-- Activity --
Pull out from the material below all lines with "Crews".

-- Data for review --
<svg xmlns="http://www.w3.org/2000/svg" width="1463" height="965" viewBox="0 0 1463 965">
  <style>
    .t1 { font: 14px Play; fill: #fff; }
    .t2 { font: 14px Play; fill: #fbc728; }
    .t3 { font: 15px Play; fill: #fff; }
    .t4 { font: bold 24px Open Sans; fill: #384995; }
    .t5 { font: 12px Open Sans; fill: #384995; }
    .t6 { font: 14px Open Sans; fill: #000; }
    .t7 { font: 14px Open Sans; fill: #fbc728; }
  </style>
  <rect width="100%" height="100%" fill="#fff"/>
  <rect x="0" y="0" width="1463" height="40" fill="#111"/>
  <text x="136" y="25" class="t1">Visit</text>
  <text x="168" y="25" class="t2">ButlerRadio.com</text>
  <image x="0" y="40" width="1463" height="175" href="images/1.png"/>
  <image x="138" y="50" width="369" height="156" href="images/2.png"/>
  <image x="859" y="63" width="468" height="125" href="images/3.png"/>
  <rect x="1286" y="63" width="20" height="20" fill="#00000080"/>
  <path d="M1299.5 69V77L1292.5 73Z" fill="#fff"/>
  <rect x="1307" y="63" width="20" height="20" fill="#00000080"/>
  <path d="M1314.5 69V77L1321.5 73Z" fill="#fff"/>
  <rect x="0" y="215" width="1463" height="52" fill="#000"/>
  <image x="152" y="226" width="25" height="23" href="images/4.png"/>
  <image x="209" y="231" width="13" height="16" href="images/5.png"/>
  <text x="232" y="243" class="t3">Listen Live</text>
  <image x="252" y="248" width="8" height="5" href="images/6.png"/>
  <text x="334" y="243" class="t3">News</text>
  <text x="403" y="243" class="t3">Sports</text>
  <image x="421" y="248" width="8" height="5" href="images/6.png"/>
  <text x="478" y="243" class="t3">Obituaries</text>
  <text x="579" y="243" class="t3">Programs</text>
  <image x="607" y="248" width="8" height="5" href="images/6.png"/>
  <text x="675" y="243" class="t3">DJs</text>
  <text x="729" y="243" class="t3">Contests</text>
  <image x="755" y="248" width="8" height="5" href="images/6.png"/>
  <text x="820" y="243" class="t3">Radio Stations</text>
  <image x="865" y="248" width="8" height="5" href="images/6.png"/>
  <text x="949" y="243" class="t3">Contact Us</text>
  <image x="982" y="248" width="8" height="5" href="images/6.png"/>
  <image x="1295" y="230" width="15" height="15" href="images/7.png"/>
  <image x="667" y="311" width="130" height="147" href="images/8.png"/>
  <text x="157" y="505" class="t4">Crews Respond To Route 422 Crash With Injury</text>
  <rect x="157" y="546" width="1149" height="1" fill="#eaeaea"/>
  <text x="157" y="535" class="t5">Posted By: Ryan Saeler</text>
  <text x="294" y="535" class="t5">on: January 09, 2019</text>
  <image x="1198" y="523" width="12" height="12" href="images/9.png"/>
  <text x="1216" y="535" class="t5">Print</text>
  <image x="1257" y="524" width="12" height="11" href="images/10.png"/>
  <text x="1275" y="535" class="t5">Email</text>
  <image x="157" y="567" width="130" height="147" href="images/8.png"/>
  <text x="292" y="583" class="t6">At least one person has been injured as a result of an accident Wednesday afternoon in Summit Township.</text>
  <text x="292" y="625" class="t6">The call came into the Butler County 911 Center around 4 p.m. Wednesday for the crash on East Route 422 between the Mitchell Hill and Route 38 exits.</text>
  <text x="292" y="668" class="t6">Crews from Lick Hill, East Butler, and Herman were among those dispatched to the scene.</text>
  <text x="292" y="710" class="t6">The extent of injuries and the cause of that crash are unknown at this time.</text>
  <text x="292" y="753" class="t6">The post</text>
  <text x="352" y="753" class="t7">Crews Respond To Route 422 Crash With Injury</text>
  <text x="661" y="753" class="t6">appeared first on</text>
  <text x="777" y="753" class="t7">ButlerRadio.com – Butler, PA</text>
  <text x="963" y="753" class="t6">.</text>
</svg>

-- Answer space --
  <text x="157" y="505" class="t4">Crews Respond To Route 422 Crash With Injury</text>
  <text x="292" y="668" class="t6">Crews from Lick Hill, East Butler, and Herman were among those dispatched to the scene.</text>
  <text x="352" y="753" class="t7">Crews Respond To Route 422 Crash With Injury</text>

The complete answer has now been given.